• _EXERCISE BRIEF_:
If a line includes "Гагаріна", copy it out of the entries.

• _STUDY MATERIAL_:
● ● ●

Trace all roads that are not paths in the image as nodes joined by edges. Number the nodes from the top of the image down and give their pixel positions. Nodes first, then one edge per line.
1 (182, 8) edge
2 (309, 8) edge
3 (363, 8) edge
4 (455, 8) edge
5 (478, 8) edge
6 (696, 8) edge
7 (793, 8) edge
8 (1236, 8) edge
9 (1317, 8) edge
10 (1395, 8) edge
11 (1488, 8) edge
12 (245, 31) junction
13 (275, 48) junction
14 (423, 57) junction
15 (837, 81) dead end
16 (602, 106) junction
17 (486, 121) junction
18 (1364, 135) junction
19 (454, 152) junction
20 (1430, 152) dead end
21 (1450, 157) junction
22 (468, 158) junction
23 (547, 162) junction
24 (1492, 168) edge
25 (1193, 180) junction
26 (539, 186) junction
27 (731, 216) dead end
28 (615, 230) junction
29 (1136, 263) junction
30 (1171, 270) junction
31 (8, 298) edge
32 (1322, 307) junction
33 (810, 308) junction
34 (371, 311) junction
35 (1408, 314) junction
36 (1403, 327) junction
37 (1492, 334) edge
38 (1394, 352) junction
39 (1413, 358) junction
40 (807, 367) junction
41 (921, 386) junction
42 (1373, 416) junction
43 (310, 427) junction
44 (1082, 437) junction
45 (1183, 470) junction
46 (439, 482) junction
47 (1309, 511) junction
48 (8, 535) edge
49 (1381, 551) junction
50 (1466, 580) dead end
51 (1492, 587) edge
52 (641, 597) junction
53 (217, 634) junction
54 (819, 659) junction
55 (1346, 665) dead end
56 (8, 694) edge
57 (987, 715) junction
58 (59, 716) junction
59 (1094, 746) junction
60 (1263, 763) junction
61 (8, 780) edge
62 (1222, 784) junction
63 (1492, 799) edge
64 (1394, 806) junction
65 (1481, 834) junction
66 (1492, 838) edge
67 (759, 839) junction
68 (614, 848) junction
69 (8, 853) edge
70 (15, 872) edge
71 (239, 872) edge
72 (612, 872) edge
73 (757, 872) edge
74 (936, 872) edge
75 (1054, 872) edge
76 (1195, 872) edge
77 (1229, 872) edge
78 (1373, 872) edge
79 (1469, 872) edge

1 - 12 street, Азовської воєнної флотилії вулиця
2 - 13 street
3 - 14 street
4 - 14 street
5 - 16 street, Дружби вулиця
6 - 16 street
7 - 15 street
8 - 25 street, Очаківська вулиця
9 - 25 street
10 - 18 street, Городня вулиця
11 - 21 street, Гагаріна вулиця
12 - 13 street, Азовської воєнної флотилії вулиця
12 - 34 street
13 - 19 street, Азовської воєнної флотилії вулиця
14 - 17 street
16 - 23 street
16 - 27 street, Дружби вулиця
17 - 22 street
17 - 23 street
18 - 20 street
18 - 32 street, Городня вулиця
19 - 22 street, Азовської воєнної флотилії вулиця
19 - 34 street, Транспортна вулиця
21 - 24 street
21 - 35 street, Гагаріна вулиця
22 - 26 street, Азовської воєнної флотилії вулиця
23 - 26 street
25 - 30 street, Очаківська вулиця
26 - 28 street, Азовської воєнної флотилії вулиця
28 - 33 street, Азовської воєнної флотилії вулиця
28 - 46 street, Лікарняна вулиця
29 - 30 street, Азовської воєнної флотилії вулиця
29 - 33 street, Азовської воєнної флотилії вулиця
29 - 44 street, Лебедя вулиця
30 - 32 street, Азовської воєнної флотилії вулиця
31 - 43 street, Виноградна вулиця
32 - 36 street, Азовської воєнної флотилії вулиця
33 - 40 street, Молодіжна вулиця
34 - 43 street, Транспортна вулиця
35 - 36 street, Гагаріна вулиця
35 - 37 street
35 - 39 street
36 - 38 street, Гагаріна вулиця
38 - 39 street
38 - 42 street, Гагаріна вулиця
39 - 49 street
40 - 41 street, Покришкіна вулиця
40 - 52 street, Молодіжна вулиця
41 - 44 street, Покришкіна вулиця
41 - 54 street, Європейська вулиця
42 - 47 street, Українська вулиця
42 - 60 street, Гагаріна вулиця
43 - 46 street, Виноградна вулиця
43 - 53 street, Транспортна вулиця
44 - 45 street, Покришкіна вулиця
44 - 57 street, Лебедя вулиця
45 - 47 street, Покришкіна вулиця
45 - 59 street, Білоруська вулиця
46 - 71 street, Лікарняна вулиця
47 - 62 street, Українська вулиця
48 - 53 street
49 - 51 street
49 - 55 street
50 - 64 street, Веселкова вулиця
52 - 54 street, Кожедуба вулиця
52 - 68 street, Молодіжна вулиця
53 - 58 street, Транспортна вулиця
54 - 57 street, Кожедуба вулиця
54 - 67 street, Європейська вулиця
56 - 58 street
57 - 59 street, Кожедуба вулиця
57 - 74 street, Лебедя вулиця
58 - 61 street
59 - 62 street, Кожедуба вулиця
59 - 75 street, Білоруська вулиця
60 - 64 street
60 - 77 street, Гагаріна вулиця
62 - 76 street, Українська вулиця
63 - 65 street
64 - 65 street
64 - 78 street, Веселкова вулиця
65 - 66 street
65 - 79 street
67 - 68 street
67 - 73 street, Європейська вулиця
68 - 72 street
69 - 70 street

● ● ●

• _SOLUTION TO THIS TASK_:
11 - 21 street, Гагаріна вулиця
21 - 35 street, Гагаріна вулиця
35 - 36 street, Гагаріна вулиця
36 - 38 street, Гагаріна вулиця
38 - 42 street, Гагаріна вулиця
42 - 60 street, Гагаріна вулиця
60 - 77 street, Гагаріна вулиця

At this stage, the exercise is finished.